# [Collected data]
== Segment start ==

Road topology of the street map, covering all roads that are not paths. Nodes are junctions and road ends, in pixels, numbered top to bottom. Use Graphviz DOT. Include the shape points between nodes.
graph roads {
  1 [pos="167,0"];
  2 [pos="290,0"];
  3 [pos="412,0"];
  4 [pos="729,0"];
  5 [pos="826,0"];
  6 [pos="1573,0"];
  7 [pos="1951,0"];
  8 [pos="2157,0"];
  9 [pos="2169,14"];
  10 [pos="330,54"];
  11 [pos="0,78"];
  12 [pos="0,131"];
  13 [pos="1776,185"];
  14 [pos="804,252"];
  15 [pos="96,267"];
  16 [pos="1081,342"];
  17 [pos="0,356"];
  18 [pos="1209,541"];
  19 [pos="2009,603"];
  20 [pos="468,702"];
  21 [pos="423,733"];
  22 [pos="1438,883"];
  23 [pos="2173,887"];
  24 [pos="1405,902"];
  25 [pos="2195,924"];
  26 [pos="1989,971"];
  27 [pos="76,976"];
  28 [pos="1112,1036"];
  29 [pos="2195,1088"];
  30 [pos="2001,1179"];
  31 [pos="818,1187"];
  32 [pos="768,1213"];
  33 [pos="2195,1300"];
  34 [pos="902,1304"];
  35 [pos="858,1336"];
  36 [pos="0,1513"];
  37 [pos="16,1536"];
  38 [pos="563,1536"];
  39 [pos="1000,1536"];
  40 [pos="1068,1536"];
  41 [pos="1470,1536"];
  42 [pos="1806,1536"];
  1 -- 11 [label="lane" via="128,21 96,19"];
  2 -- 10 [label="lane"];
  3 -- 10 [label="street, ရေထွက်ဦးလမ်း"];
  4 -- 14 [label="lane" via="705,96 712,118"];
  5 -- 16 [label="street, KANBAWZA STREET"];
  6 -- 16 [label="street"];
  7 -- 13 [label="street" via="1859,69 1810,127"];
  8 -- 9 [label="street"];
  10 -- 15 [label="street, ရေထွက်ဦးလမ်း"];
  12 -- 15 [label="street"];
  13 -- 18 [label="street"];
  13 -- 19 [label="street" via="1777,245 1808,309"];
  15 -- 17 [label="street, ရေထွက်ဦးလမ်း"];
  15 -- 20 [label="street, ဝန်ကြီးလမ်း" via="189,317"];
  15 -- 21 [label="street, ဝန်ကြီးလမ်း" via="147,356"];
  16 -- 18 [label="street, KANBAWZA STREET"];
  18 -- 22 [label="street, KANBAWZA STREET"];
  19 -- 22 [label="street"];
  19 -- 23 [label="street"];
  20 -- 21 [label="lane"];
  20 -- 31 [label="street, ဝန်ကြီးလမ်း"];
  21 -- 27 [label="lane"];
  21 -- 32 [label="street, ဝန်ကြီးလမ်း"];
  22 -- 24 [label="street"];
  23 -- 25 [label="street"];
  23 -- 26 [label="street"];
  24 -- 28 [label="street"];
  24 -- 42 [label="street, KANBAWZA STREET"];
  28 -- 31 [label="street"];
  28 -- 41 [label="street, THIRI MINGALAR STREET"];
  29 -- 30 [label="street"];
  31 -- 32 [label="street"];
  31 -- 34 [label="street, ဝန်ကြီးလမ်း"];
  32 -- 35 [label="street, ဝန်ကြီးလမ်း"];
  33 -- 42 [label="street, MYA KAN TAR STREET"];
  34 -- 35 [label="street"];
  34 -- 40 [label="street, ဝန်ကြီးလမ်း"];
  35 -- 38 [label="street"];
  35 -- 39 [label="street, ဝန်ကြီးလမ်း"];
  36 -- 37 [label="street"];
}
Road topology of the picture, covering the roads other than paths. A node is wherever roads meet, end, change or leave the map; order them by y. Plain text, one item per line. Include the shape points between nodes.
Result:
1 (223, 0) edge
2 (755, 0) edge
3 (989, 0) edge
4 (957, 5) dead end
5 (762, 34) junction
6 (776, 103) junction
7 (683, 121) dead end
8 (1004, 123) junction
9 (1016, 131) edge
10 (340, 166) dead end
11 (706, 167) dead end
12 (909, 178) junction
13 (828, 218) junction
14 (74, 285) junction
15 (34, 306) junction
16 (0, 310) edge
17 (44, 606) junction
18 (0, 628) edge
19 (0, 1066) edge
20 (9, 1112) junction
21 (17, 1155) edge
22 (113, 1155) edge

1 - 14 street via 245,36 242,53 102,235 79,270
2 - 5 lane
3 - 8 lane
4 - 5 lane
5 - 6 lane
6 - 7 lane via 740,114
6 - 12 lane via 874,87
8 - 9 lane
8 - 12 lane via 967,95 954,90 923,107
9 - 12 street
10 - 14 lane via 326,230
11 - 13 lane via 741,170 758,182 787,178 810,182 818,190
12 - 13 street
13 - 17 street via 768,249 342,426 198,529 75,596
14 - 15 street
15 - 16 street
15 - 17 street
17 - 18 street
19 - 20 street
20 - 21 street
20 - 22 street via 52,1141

== Segment end ==

# [Description of the task]
Exactly as shown above, return every record.

# [Reply]
Road topology of the street map, covering all roads that are not paths. Nodes are junctions and road ends, in pixels, numbered top to bottom. Use Graphviz DOT. Include the shape points between nodes.
graph roads {
  1 [pos="167,0"];
  2 [pos="290,0"];
  3 [pos="412,0"];
  4 [pos="729,0"];
  5 [pos="826,0"];
  6 [pos="1573,0"];
  7 [pos="1951,0"];
  8 [pos="2157,0"];
  9 [pos="2169,14"];
  10 [pos="330,54"];
  11 [pos="0,78"];
  12 [pos="0,131"];
  13 [pos="1776,185"];
  14 [pos="804,252"];
  15 [pos="96,267"];
  16 [pos="1081,342"];
  17 [pos="0,356"];
  18 [pos="1209,541"];
  19 [pos="2009,603"];
  20 [pos="468,702"];
  21 [pos="423,733"];
  22 [pos="1438,883"];
  23 [pos="2173,887"];
  24 [pos="1405,902"];
  25 [pos="2195,924"];
  26 [pos="1989,971"];
  27 [pos="76,976"];
  28 [pos="1112,1036"];
  29 [pos="2195,1088"];
  30 [pos="2001,1179"];
  31 [pos="818,1187"];
  32 [pos="768,1213"];
  33 [pos="2195,1300"];
  34 [pos="902,1304"];
  35 [pos="858,1336"];
  36 [pos="0,1513"];
  37 [pos="16,1536"];
  38 [pos="563,1536"];
  39 [pos="1000,1536"];
  40 [pos="1068,1536"];
  41 [pos="1470,1536"];
  42 [pos="1806,1536"];
  1 -- 11 [label="lane" via="128,21 96,19"];
  2 -- 10 [label="lane"];
  3 -- 10 [label="street, ရေထွက်ဦးလမ်း"];
  4 -- 14 [label="lane" via="705,96 712,118"];
  5 -- 16 [label="street, KANBAWZA STREET"];
  6 -- 16 [label="street"];
  7 -- 13 [label="street" via="1859,69 1810,127"];
  8 -- 9 [label="street"];
  10 -- 15 [label="street, ရေထွက်ဦးလမ်း"];
  12 -- 15 [label="street"];
  13 -- 18 [label="street"];
  13 -- 19 [label="street" via="1777,245 1808,309"];
  15 -- 17 [label="street, ရေထွက်ဦးလမ်း"];
  15 -- 20 [label="street, ဝန်ကြီးလမ်း" via="189,317"];
  15 -- 21 [label="street, ဝန်ကြီးလမ်း" via="147,356"];
  16 -- 18 [label="street, KANBAWZA STREET"];
  18 -- 22 [label="street, KANBAWZA STREET"];
  19 -- 22 [label="street"];
  19 -- 23 [label="street"];
  20 -- 21 [label="lane"];
  20 -- 31 [label="street, ဝန်ကြီးလမ်း"];
  21 -- 27 [label="lane"];
  21 -- 32 [label="street, ဝန်ကြီးလမ်း"];
  22 -- 24 [label="street"];
  23 -- 25 [label="street"];
  23 -- 26 [label="street"];
  24 -- 28 [label="street"];
  24 -- 42 [label="street, KANBAWZA STREET"];
  28 -- 31 [label="street"];
  28 -- 41 [label="street, THIRI MINGALAR STREET"];
  29 -- 30 [label="street"];
  31 -- 32 [label="street"];
  31 -- 34 [label="street, ဝန်ကြီးလမ်း"];
  32 -- 35 [label="street, ဝန်ကြီးလမ်း"];
  33 -- 42 [label="street, MYA KAN TAR STREET"];
  34 -- 35 [label="street"];
  34 -- 40 [label="street, ဝန်ကြီးလမ်း"];
  35 -- 38 [label="street"];
  35 -- 39 [label="street, ဝန်ကြီးလမ်း"];
  36 -- 37 [label="street"];
}
Road topology of the picture, covering the roads other than paths. A node is wherever roads meet, end, change or leave the map; order them by y. Plain text, one item per line. Include the shape points between nodes.
Result:
1 (223, 0) edge
2 (755, 0) edge
3 (989, 0) edge
4 (957, 5) dead end
5 (762, 34) junction
6 (776, 103) junction
7 (683, 121) dead end
8 (1004, 123) junction
9 (1016, 131) edge
10 (340, 166) dead end
11 (706, 167) dead end
12 (909, 178) junction
13 (828, 218) junction
14 (74, 285) junction
15 (34, 306) junction
16 (0, 310) edge
17 (44, 606) junction
18 (0, 628) edge
19 (0, 1066) edge
20 (9, 1112) junction
21 (17, 1155) edge
22 (113, 1155) edge

1 - 14 street via 245,36 242,53 102,235 79,270
2 - 5 lane
3 - 8 lane
4 - 5 lane
5 - 6 lane
6 - 7 lane via 740,114
6 - 12 lane via 874,87
8 - 9 lane
8 - 12 lane via 967,95 954,90 923,107
9 - 12 street
10 - 14 lane via 326,230
11 - 13 lane via 741,170 758,182 787,178 810,182 818,190
12 - 13 street
13 - 17 street via 768,249 342,426 198,529 75,596
14 - 15 street
15 - 16 street
15 - 17 street
17 - 18 street
19 - 20 street
20 - 21 street
20 - 22 street via 52,1141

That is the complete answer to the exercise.